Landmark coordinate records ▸
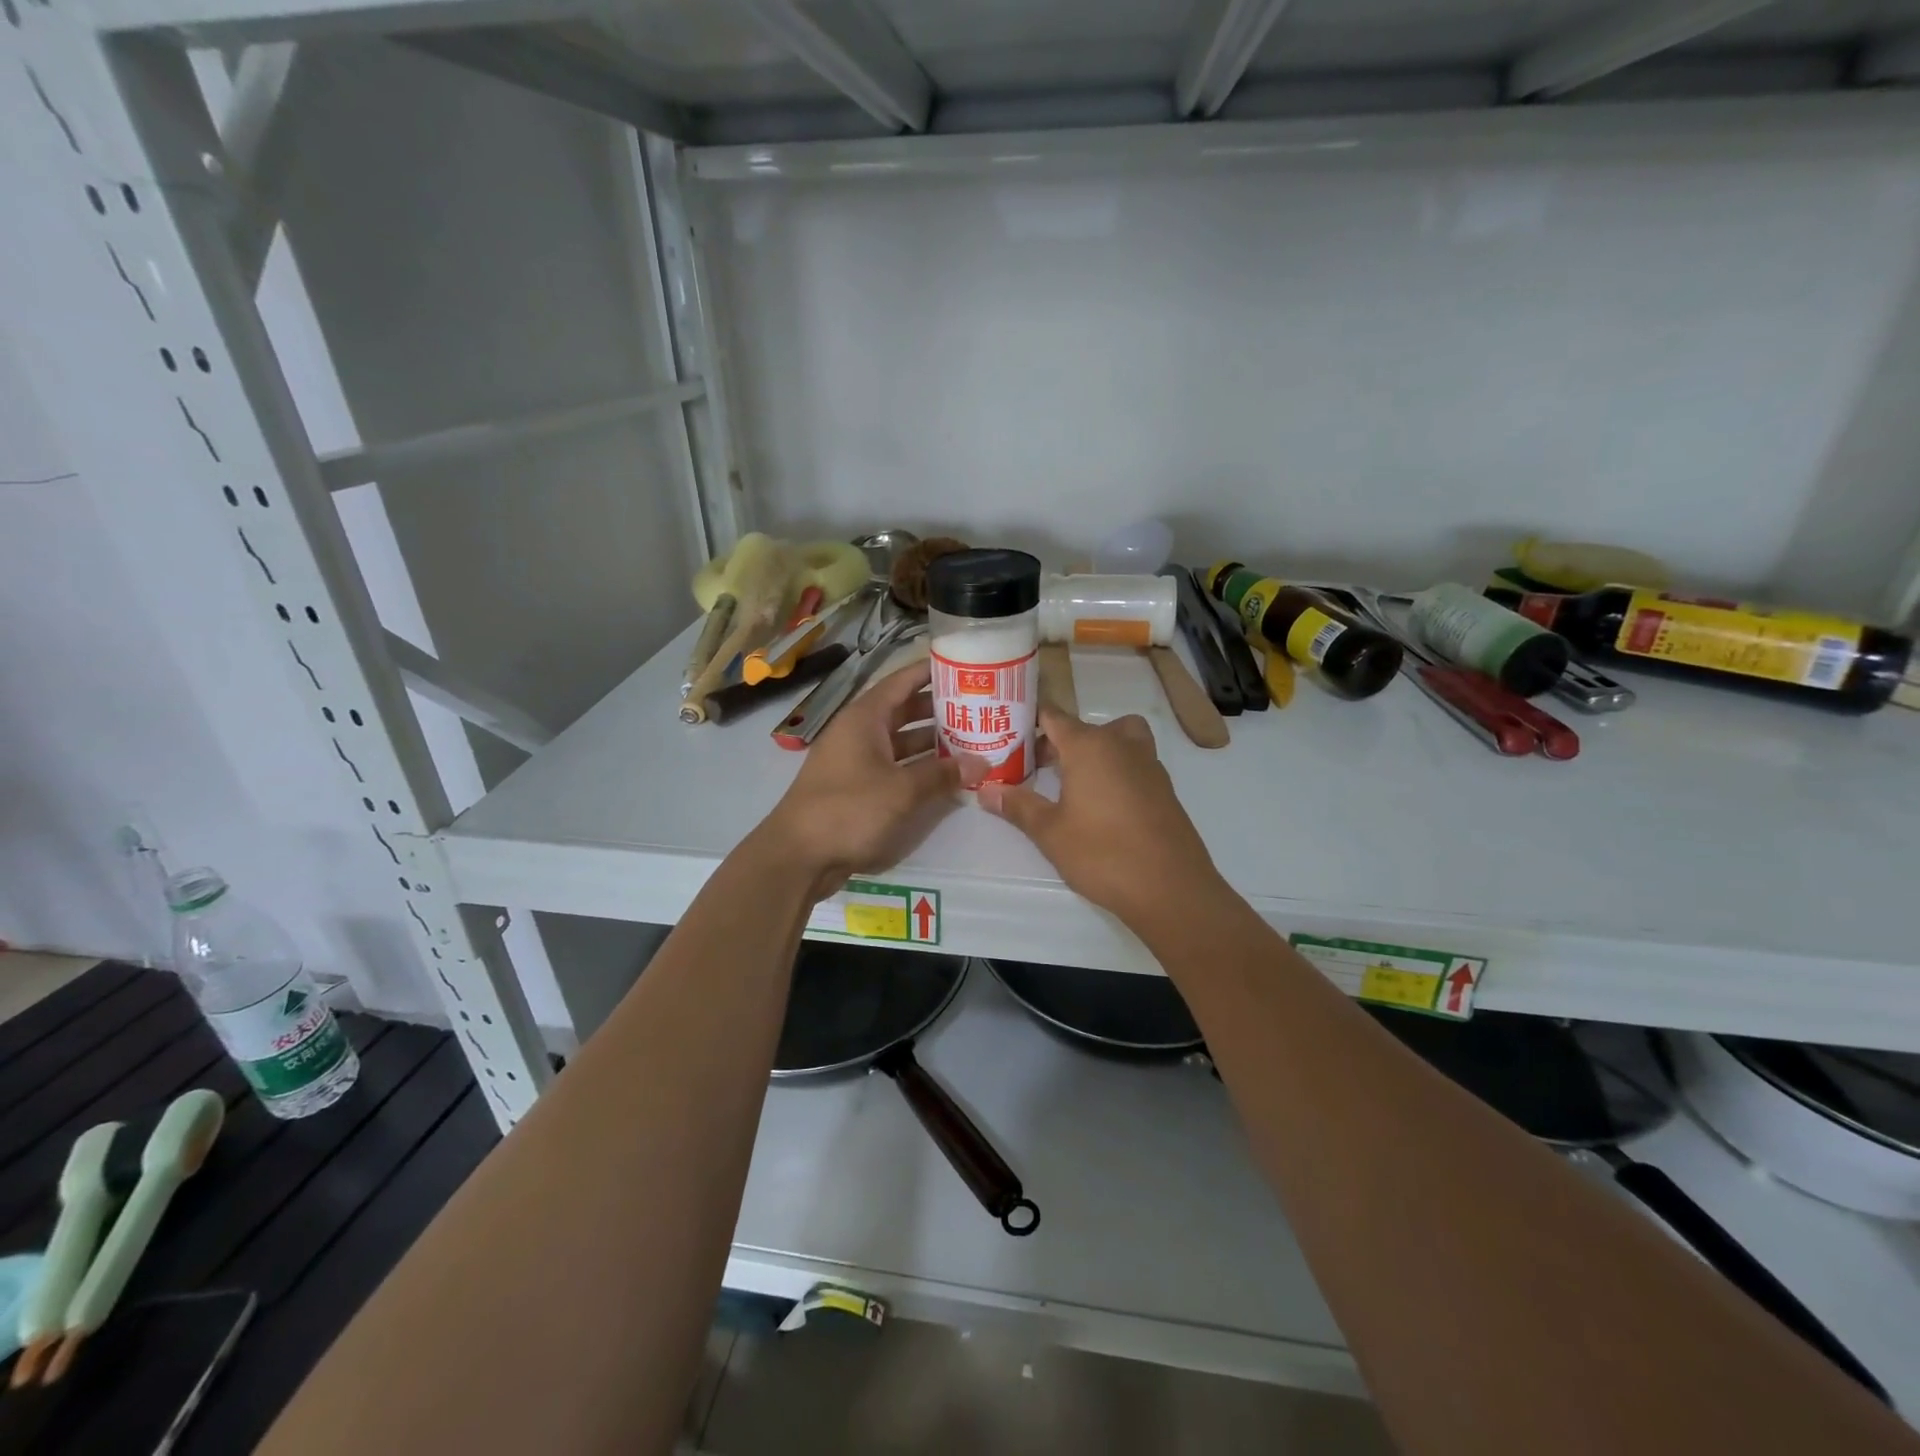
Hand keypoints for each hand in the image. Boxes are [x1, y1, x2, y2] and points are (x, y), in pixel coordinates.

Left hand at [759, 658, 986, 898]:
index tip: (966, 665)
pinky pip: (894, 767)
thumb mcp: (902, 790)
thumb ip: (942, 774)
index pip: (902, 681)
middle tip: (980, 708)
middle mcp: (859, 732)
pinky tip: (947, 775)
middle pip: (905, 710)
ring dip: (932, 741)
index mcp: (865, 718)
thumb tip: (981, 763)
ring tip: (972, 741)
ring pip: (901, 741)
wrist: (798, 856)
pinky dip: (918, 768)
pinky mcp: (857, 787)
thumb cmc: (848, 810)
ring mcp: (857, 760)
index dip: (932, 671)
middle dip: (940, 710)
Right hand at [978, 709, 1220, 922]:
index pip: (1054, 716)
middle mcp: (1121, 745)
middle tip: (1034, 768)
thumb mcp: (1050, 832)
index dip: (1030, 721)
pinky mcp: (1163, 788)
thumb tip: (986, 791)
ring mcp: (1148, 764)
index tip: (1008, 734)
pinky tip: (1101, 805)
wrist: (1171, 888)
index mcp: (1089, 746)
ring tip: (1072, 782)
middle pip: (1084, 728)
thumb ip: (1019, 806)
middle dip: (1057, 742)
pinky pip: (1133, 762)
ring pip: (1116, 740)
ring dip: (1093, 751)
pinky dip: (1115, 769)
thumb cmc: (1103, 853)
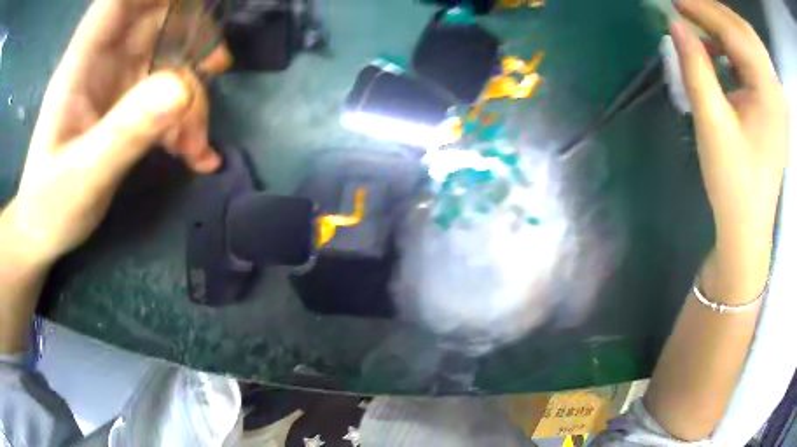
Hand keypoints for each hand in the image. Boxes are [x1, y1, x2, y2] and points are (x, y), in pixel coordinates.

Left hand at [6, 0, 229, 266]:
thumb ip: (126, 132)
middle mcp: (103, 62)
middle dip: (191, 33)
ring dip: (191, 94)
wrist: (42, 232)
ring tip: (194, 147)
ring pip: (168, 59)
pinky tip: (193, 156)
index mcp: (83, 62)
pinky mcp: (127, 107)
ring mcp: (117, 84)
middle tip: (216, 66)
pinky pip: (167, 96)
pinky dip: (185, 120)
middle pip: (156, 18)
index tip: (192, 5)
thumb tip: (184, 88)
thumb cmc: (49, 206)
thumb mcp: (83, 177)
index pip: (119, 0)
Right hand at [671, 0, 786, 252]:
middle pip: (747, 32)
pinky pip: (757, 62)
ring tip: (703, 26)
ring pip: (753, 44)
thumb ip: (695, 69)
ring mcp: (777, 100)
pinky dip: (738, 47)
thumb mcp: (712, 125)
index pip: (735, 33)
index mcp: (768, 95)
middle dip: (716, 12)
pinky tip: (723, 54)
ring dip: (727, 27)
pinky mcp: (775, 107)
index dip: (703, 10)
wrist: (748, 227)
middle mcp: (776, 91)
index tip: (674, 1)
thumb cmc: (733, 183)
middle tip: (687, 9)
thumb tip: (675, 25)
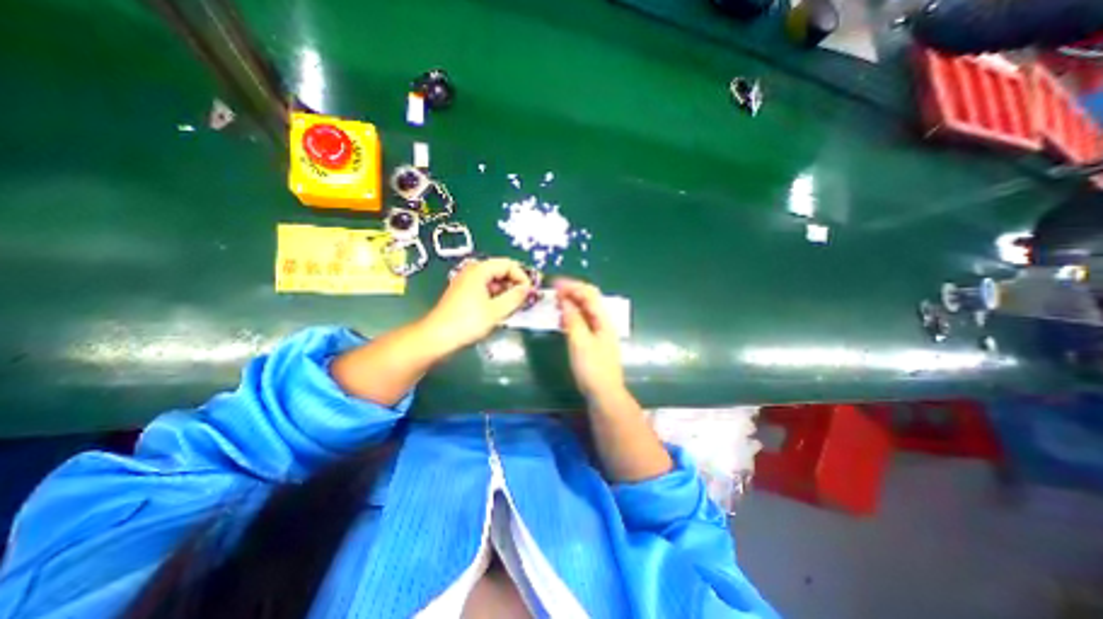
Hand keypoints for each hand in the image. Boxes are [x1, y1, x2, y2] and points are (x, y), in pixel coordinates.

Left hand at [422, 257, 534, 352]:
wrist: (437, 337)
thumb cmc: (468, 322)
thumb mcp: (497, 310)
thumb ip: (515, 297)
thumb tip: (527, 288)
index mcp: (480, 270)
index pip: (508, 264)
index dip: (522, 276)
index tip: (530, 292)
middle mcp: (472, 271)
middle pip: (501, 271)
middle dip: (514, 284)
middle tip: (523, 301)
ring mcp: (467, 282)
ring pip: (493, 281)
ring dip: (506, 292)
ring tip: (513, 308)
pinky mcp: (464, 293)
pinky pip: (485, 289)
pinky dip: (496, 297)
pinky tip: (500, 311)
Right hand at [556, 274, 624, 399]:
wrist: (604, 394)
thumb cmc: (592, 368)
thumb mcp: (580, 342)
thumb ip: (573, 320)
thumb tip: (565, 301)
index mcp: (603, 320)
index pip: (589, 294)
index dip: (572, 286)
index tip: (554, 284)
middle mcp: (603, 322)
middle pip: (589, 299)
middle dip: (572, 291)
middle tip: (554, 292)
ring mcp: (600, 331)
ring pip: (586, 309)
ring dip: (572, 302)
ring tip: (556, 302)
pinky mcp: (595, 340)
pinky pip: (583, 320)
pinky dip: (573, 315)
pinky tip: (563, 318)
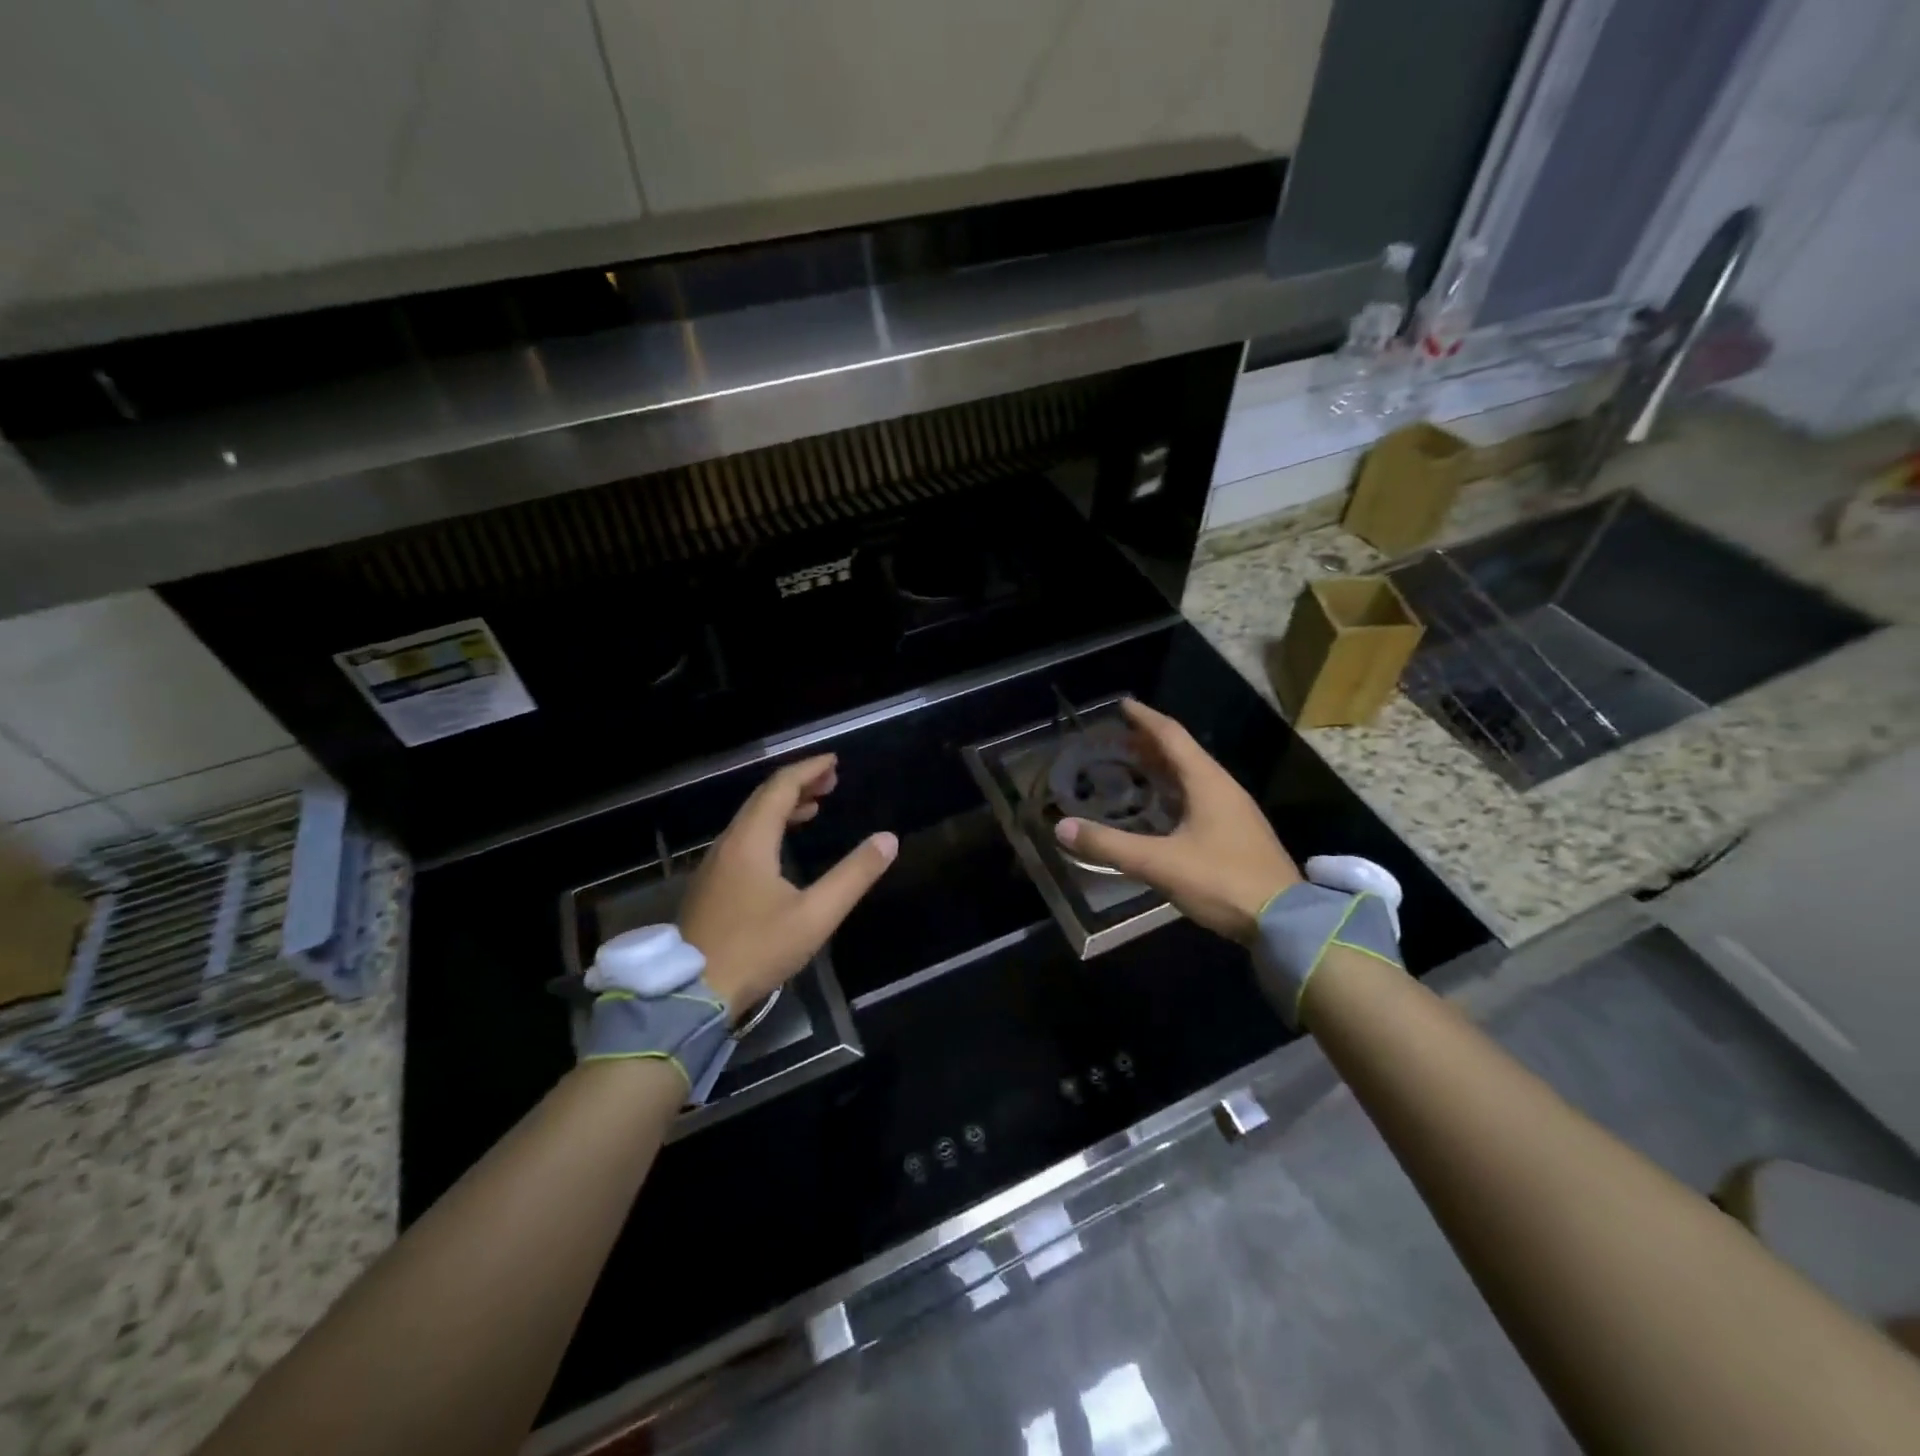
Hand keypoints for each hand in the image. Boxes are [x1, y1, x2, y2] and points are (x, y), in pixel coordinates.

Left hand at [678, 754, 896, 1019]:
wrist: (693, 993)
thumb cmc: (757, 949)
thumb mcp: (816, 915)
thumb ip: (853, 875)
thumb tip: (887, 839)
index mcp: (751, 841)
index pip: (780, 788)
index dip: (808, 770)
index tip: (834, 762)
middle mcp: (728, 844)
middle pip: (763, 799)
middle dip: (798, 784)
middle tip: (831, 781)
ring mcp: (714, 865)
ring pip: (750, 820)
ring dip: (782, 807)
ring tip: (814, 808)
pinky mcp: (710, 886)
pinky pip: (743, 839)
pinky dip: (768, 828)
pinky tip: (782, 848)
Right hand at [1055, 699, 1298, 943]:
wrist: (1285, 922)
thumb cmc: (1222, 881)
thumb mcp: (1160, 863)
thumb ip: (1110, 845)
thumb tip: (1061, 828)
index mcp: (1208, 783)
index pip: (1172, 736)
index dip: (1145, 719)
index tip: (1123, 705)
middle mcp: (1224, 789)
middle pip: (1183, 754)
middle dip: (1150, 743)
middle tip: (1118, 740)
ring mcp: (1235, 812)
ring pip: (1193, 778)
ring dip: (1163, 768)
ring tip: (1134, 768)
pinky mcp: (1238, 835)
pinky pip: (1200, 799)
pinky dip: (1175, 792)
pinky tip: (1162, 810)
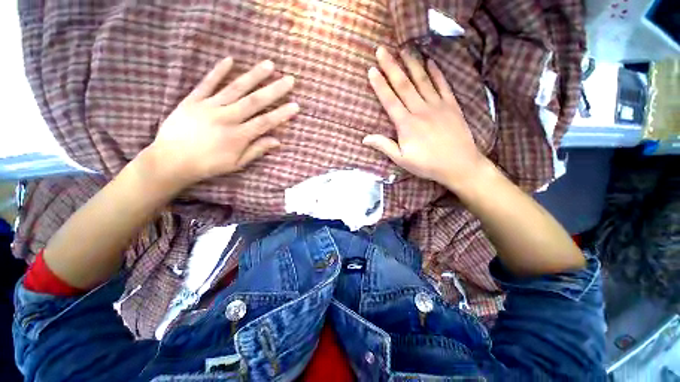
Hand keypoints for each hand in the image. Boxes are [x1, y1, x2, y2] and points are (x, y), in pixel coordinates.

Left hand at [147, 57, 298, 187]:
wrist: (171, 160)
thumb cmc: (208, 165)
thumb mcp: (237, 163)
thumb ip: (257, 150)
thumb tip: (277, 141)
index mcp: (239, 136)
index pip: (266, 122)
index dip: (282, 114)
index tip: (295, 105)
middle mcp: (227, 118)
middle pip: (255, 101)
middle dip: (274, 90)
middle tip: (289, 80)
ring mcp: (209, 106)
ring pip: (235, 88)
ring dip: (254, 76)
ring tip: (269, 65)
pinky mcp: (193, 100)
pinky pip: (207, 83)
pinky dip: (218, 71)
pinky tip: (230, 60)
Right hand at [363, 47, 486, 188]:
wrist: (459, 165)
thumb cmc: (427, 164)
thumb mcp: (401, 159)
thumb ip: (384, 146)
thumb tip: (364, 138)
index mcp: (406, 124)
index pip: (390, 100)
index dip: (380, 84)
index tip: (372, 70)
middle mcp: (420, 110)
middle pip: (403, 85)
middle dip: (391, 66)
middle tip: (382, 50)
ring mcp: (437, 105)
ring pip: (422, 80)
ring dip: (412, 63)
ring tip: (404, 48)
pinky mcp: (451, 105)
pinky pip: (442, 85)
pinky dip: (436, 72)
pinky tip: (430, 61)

WHAT THE TASK ASKS ▸ The lines above from the one with "pinky tip: (782, 848)" through the one with "middle tip: (1118, 740)" are to be duplicated exactly, ends included, with nothing added.

REPLY TO THE EXERCISE ▸
pinky tip: (782, 848)
Right hand at [1055, 699, 1298, 943]:
wrist: (1285, 922)
thumb cmc: (1222, 881)
thumb mcp: (1160, 863)
thumb ip: (1110, 845)
thumb tip: (1061, 828)
index mcp: (1208, 783)
index pip: (1172, 736)
index dip: (1145, 719)
index tip: (1123, 705)
middle mcp: (1224, 789)
middle pip: (1183, 754)
middle dip: (1150, 743)
middle tip: (1118, 740)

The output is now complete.